**Task:** Write out each line of the records that has "nodes" in it.

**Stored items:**
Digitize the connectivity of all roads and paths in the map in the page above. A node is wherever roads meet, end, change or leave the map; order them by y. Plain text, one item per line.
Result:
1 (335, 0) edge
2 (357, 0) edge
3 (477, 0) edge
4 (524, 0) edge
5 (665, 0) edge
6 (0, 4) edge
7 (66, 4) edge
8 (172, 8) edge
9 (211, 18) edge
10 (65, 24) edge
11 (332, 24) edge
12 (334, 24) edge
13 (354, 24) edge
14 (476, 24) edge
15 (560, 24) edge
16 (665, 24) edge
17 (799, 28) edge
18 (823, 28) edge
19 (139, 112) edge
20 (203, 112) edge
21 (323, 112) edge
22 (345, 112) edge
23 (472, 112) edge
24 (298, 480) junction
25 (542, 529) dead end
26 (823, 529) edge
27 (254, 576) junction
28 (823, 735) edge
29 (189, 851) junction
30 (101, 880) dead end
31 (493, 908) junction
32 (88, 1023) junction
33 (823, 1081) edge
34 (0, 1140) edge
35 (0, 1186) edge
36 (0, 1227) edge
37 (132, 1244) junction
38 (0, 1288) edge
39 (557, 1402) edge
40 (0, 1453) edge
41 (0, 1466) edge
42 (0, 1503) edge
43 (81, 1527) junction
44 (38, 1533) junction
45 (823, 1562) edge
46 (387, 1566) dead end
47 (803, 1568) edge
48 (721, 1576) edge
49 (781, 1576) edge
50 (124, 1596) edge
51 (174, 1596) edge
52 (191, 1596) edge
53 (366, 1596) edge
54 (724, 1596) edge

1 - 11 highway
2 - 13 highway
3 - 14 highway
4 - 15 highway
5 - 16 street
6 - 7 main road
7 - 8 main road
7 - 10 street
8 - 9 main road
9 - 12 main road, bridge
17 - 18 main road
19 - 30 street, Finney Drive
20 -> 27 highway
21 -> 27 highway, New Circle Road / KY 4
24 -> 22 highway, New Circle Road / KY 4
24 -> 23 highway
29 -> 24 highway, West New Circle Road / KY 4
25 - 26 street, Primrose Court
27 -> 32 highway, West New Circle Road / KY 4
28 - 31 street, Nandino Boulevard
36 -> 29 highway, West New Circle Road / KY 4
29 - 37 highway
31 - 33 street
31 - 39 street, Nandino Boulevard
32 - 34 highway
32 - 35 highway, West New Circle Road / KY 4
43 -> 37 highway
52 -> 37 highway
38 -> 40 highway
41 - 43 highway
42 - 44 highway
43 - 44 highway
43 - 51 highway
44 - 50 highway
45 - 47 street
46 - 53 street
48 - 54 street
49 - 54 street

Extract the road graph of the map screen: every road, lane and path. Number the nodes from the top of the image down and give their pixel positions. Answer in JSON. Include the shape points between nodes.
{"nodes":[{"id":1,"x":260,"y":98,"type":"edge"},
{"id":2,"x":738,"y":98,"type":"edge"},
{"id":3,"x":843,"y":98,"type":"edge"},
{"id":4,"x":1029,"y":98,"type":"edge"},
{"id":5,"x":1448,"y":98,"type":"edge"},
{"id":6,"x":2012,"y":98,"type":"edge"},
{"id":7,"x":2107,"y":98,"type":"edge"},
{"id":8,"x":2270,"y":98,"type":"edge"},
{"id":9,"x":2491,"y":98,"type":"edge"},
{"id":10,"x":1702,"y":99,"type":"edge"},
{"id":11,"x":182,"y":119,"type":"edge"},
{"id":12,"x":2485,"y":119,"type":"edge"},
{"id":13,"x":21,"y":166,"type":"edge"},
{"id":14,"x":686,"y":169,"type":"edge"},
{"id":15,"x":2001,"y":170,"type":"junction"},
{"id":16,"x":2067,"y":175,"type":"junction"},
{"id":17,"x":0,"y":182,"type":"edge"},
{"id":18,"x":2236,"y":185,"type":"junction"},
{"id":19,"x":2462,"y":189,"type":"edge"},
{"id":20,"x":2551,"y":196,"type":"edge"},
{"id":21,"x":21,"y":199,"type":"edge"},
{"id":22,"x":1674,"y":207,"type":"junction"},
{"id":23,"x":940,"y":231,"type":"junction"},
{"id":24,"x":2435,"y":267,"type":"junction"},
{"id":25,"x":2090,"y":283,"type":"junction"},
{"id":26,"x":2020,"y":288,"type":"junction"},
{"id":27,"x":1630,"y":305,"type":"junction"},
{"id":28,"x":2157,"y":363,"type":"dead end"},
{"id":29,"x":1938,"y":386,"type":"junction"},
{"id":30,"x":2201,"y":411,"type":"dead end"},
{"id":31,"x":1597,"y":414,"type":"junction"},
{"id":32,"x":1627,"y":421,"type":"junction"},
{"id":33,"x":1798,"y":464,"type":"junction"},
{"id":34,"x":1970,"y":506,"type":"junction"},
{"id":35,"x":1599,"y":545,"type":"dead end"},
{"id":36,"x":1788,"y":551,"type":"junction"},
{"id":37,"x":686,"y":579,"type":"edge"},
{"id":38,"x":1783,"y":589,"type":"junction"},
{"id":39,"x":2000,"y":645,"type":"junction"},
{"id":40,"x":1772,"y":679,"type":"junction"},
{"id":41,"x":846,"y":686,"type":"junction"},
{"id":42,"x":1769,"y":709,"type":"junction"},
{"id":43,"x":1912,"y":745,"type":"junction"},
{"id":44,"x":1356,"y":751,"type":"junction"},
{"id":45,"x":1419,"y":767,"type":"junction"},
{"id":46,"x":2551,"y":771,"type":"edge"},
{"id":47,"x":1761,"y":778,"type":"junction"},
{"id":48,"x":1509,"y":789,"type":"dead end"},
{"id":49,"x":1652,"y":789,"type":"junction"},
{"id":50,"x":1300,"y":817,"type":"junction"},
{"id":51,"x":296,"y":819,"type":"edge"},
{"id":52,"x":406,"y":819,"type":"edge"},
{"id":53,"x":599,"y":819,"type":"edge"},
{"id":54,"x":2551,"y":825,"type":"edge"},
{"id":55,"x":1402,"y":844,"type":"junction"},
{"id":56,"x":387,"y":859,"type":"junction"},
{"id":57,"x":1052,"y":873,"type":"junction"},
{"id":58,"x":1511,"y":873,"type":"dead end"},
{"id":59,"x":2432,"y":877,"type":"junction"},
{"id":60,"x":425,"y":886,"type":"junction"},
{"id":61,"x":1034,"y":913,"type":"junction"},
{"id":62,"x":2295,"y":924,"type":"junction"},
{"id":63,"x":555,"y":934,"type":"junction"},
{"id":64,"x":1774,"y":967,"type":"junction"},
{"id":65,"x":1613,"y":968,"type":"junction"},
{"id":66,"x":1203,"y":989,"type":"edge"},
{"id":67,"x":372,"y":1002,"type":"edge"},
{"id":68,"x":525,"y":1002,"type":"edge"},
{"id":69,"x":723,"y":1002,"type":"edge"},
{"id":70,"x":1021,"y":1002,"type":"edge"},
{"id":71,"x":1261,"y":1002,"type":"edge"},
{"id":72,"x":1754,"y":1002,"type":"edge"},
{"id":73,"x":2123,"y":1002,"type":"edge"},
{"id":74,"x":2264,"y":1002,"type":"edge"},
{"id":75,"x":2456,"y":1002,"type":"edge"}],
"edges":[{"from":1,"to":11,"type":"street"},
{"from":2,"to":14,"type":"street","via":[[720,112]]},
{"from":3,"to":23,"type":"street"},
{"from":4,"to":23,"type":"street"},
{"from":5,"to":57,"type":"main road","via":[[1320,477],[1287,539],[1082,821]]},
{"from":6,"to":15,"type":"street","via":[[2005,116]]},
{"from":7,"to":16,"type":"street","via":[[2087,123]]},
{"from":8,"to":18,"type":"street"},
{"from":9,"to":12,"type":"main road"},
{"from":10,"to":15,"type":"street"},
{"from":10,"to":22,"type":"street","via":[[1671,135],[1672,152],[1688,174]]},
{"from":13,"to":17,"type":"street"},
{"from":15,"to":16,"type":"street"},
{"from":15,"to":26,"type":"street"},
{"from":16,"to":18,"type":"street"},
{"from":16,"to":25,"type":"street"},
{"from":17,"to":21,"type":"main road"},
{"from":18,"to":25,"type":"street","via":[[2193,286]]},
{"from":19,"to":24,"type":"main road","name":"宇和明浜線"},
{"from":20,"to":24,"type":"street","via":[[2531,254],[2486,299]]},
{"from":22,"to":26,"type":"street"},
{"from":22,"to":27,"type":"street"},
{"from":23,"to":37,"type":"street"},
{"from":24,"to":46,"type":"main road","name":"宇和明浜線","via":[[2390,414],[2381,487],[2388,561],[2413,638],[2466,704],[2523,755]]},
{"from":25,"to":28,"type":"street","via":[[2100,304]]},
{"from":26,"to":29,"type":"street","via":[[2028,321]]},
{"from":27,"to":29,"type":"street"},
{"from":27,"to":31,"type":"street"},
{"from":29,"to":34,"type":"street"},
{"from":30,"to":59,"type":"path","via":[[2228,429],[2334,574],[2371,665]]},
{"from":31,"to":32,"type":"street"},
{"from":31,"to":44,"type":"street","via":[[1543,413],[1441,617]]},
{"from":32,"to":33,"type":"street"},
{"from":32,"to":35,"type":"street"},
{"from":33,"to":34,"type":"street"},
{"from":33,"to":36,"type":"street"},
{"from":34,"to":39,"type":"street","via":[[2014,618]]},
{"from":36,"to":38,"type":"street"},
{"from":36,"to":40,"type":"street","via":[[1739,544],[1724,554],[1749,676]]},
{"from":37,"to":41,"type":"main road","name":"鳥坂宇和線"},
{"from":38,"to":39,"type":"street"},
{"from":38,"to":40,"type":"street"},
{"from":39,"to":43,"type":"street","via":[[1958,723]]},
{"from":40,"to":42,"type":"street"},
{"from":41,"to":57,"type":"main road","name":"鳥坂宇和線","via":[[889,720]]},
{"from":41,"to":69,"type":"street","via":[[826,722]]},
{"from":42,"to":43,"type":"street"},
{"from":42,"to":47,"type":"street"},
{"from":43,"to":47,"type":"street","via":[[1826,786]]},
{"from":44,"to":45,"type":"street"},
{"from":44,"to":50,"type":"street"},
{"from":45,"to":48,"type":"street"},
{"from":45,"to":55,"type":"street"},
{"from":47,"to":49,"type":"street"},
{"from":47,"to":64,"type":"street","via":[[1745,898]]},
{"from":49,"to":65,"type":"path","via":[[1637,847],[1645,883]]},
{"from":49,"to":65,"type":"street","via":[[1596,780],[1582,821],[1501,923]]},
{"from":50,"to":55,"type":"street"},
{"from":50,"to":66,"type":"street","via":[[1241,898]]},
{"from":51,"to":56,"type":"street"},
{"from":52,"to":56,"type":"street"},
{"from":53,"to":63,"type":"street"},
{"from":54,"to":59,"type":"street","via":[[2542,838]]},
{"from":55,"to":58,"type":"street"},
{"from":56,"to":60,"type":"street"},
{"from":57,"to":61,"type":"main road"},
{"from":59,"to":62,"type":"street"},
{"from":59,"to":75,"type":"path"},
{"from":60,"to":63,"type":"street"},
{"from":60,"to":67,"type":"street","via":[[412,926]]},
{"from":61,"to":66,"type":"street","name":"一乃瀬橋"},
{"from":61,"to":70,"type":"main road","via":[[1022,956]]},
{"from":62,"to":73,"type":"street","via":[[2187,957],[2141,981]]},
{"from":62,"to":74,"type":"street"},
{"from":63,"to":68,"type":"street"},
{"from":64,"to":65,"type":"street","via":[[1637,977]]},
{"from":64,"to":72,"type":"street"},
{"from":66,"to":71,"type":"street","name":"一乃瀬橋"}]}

**Solution for this exercise:**
Extract the road graph of the map screen: every road, lane and path. Number the nodes from the top of the image down and give their pixel positions. Answer in JSON. Include the shape points between nodes.
{"nodes":[{"id":1,"x":260,"y":98,"type":"edge"},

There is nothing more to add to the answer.